A big decrease in respiratory virus cases during the COVID-19 pandemic has gone hand-in-hand with a massive drop in antibiotic prescribing, a new study has found. The authors foresee pandemic mitigation measures being used to help reduce overprescribing in the future. 

Investigators tracked respiratory virus activity and antibiotic prescriptions indexed to physician encounters before and during the pandemic in the United States. The study period included cold and flu seasons from 2018 through 2020/2021. The results not only confirmed a relative decrease in non-COVID-19 infections such as cold and flu after COVID-19 began to spread, but also showed a 79% decline in ambulatory antibiotic prescribing rates for respiratory tract infections.

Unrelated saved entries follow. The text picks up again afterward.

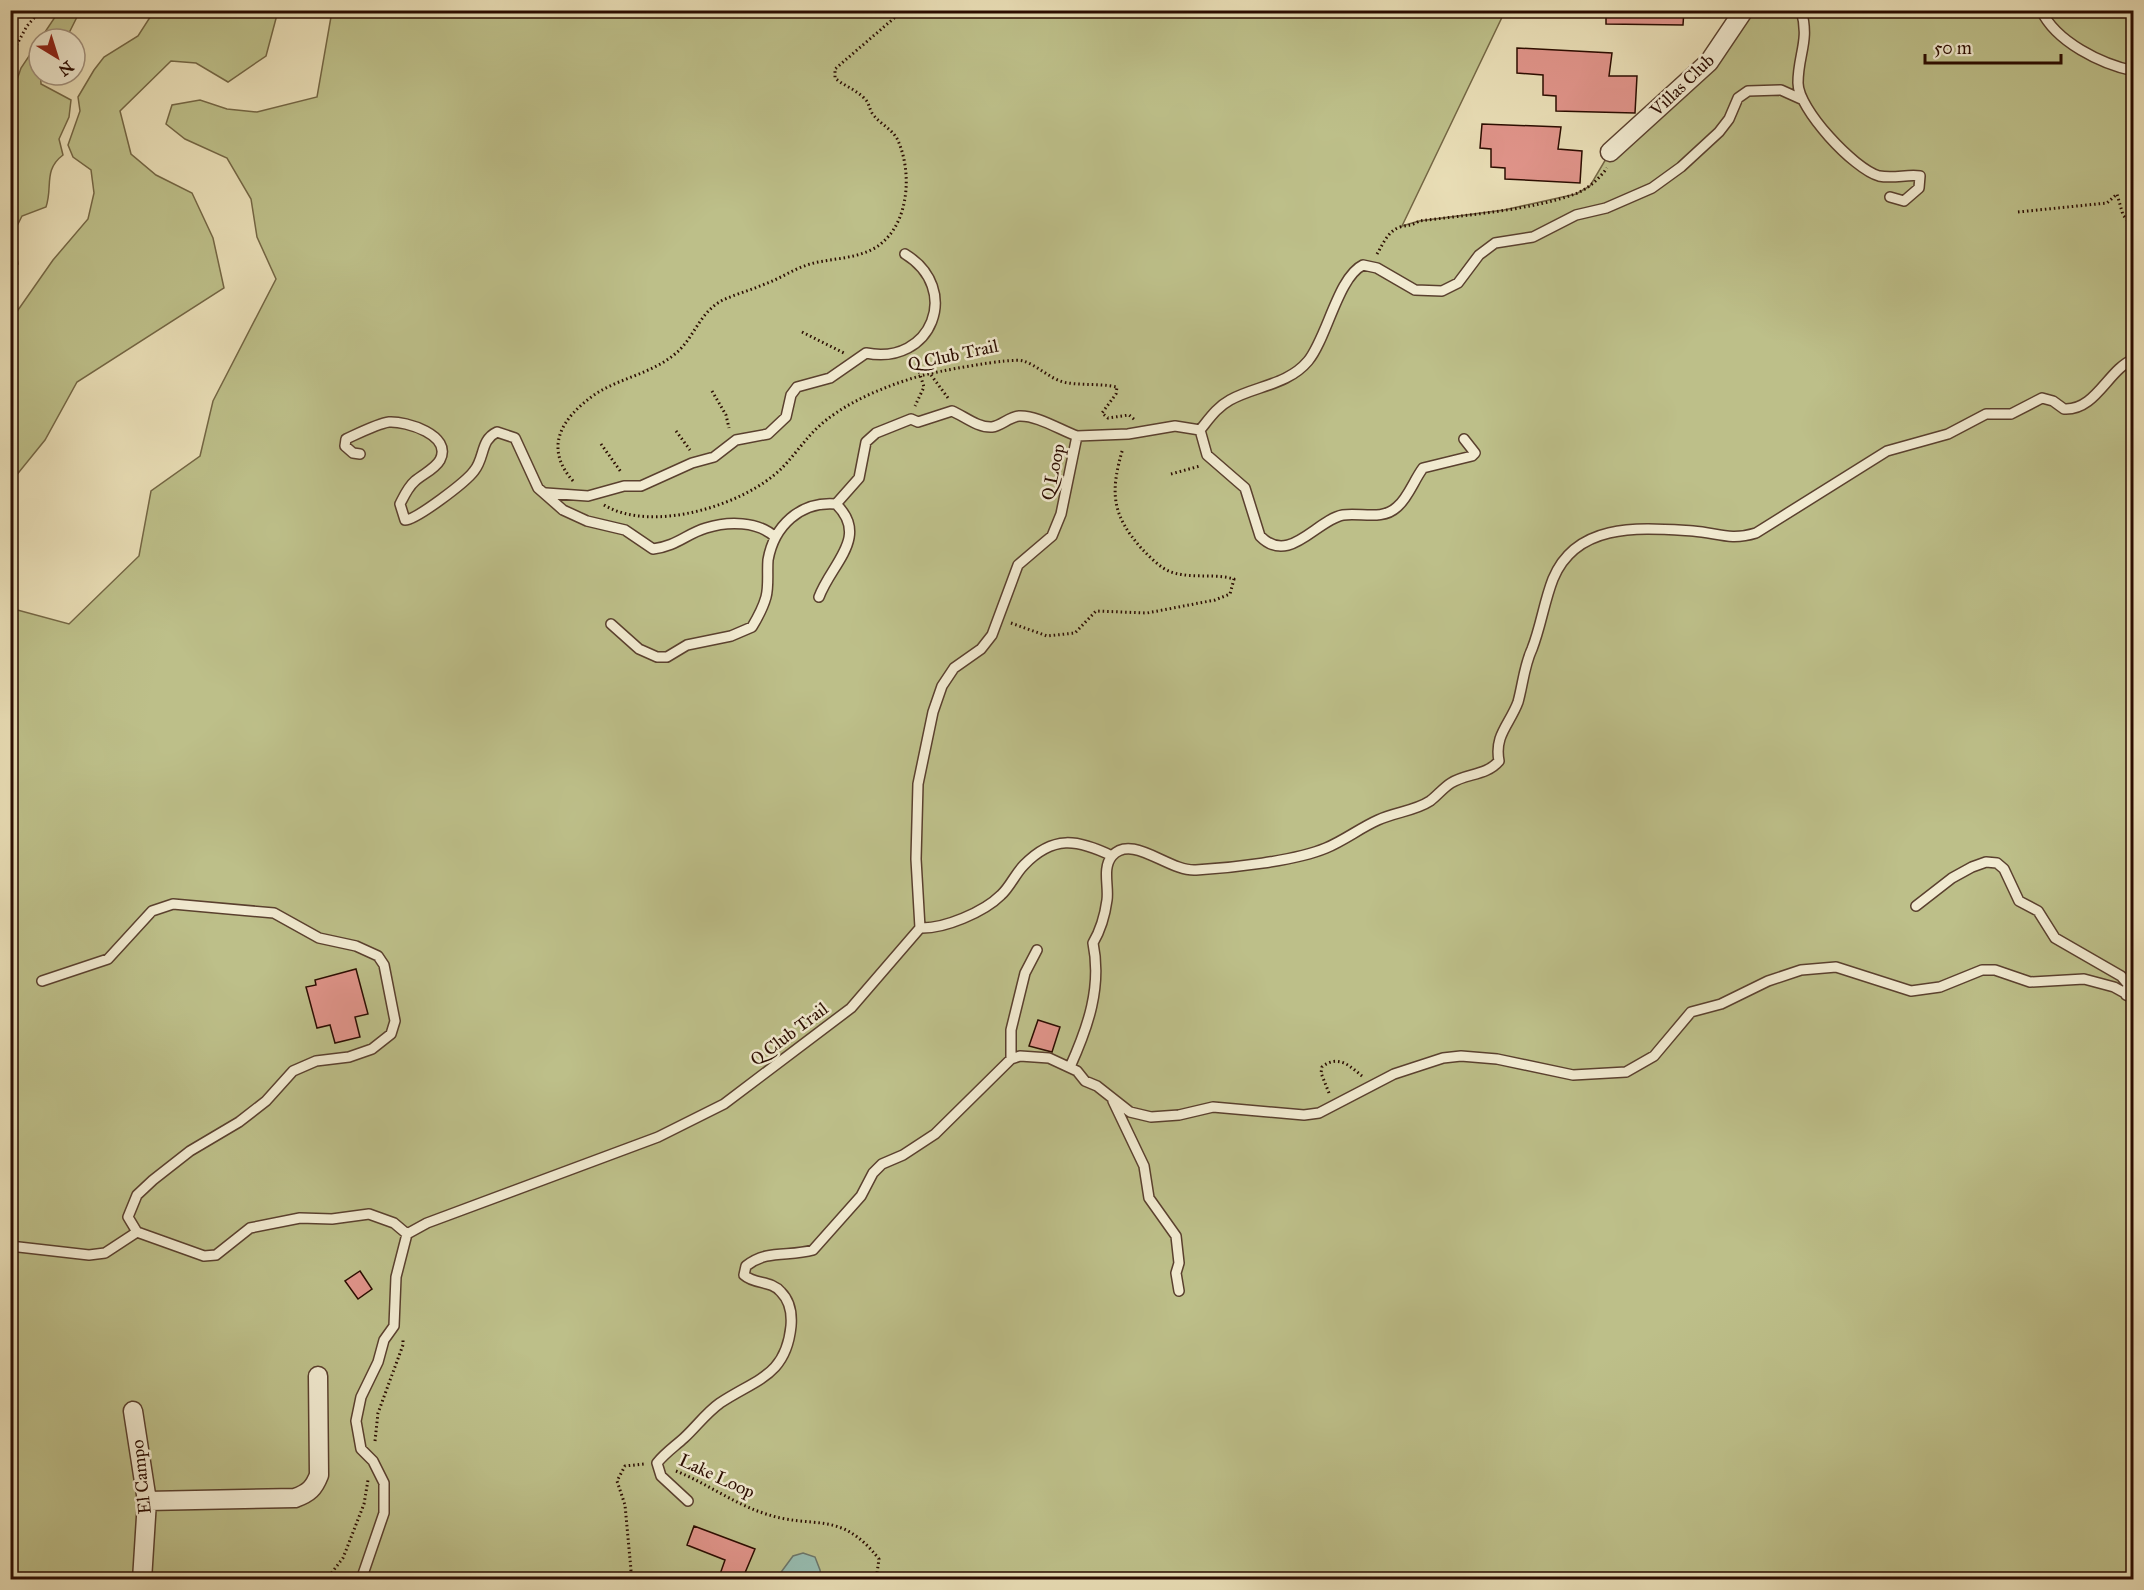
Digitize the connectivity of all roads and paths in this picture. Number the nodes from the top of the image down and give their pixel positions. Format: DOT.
graph roads {
  1 [pos="41,10"];
  2 [pos="910,10"];
  3 [pos="1744,10"];
  4 [pos="1801,10"];
  5 [pos="2041,10"];
  6 [pos="10,57"];
  7 [pos="2133,71"];
  8 [pos="1801,99"];
  9 [pos="1610,152"];
  10 [pos="1890,197"];
  11 [pos="2018,212"];
  12 [pos="2133,228"];
  13 [pos="2133,236"];
  14 [pos="905,254"];
  15 [pos="1369,265"];
  16 [pos="2133,325"];
  17 [pos="802,332"];
  18 [pos="910,348"];
  19 [pos="856,359"];
  20 [pos="2133,359"];
  21 [pos="931,375"];
  22 [pos="921,376"];
  23 [pos="712,392"];
  24 [pos="960,414"];
  25 [pos="911,419"];
  26 [pos="1200,430"];
  27 [pos="676,431"];
  28 [pos="1128,434"];
  29 [pos="1077,436"];
  30 [pos="736,440"];
  31 [pos="1464,440"];
  32 [pos="601,444"];
  33 [pos="360,454"];
  34 [pos="698,461"];
  35 [pos="1220,468"];
  36 [pos="1171,474"];
  37 [pos="624,486"];
  38 [pos="546,493"];
  39 [pos="588,496"];
  40 [pos="836,504"];
  41 [pos="774,537"];
  42 [pos="819,597"];
  43 [pos="611,624"];
  44 [pos="992,635"];
  45 [pos="1112,856"];
  46 [pos="1916,906"];
  47 [pos="920,928"];
  48 [pos="1037,950"];
  49 [pos="42,981"];
  50 [pos="2114,987"];
  51 [pos="2133,998"];
  52 [pos="1011,1059"];
  53 [pos="1070,1067"];
  54 [pos="1384,1078"];
  55 [pos="1112,1099"];
  56 [pos="1334,1106"];
  57 [pos="138,1232"];
  58 [pos="407,1234"];
  59 [pos="10,1246"];
  60 [pos="1179,1291"];
  61 [pos="318,1376"];
  62 [pos="133,1411"];
  63 [pos="657,1463"];
  64 [pos="147,1501"];
  65 [pos="688,1501"];
  66 [pos="142,1580"];
  67 [pos="361,1580"];
  68 [pos="629,1580"];
  69 [pos="876,1580"];
  1 -- 6 [label="path"];
  2 -- 39 [label="path, Q Club Trail"];
  3 -- 9 [label="street, Villas Club"];
  4 -- 8 [label="lane"];
  5 -- 7 [label="lane"];
  8 -- 10 [label="lane"];
  8 -- 15 [label="lane"];
  9 -- 15 [label="path"];
  11 -- 12 [label="path"];
  13 -- 16 [label="path"];
  14 -- 18 [label="lane"];
  15 -- 26 [label="lane"];
  17 -- 19 [label="path"];
  18 -- 19 [label="lane"];
  18 -- 22 [label="path"];
  19 -- 30 [label="lane"];
  20 -- 45 [label="lane"];
  21 -- 22 [label="path, Q Club Trail"];
  21 -- 24 [label="path"];
  21 -- 28 [label="path, Q Club Trail"];
  22 -- 25 [label="path"];
  22 -- 39 [label="path, Q Club Trail"];
  23 -- 30 [label="path"];
  24 -- 25 [label="lane"];
  24 -- 29 [label="lane, Q Loop"];
  25 -- 40 [label="lane"];
  26 -- 28 [label="lane"];
  26 -- 35 [label="lane"];
  27 -- 34 [label="path"];
  28 -- 29 [label="lane"];
  28 -- 44 [label="path"];
  29 -- 44 [label="lane, Q Loop"];
  30 -- 34 [label="lane"];
  31 -- 35 [label="lane"];
  32 -- 37 [label="path"];
  33 -- 38 [label="lane"];
  34 -- 37 [label="lane"];
  35 -- 36 [label="path"];
  37 -- 39 [label="lane"];
  38 -- 39 [label="lane"];
  38 -- 41 [label="lane"];
  40 -- 41 [label="lane"];
  40 -- 42 [label="lane"];
  41 -- 43 [label="lane"];
  44 -- 47 [label="lane, Q Loop"];
  45 -- 47 [label="lane"];
  45 -- 53 [label="lane"];
  46 -- 50 [label="lane"];
  47 -- 58 [label="lane, Q Club Trail"];
  48 -- 52 [label="lane"];
  49 -- 57 [label="lane"];
  50 -- 51 [label="lane"];
  50 -- 54 [label="lane"];
  52 -- 53 [label="lane"];
  52 -- 63 [label="lane"];
  53 -- 55 [label="lane"];
  54 -- 56 [label="lane"];
  54 -- 56 [label="path"];
  55 -- 56 [label="lane"];
  55 -- 60 [label="lane"];
  57 -- 58 [label="lane"];
  57 -- 59 [label="lane"];
  58 -- 67 [label="lane"];
  61 -- 64 [label="street"];
  62 -- 64 [label="street, El Campo"];
  63 -- 65 [label="lane"];
  63 -- 68 [label="path, Lake Loop"];
  63 -- 69 [label="path, Lake Loop"];
  64 -- 66 [label="street, El Campo"];
}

During the pre-pandemic period, antibiotic prescribing rates increased as usual during winter cold and flu seasons. But antibiotic prescribing rates decreased early in the pandemic and remained low through the following respiratory virus season, reported first author Alexander J. Lepak, M.D., of the University of Wisconsin School of Medicine and Public Health, Madison.

The changes appear to be the unintended consequence of public health measures to curb COVID-19 transmission, including cancellations of gatherings, closures of business, social distancing, wearing face masks, Lepak and colleagues wrote. 

“The data suggest that COVID-19 transmission mitigation strategies may help curb respiratory viral diseases beyond SARS-CoV-2 and, indirectly, decrease antibiotic prescribing,” the authors concluded.

Full findings were published as a research letter in JAMA Internal Medicine.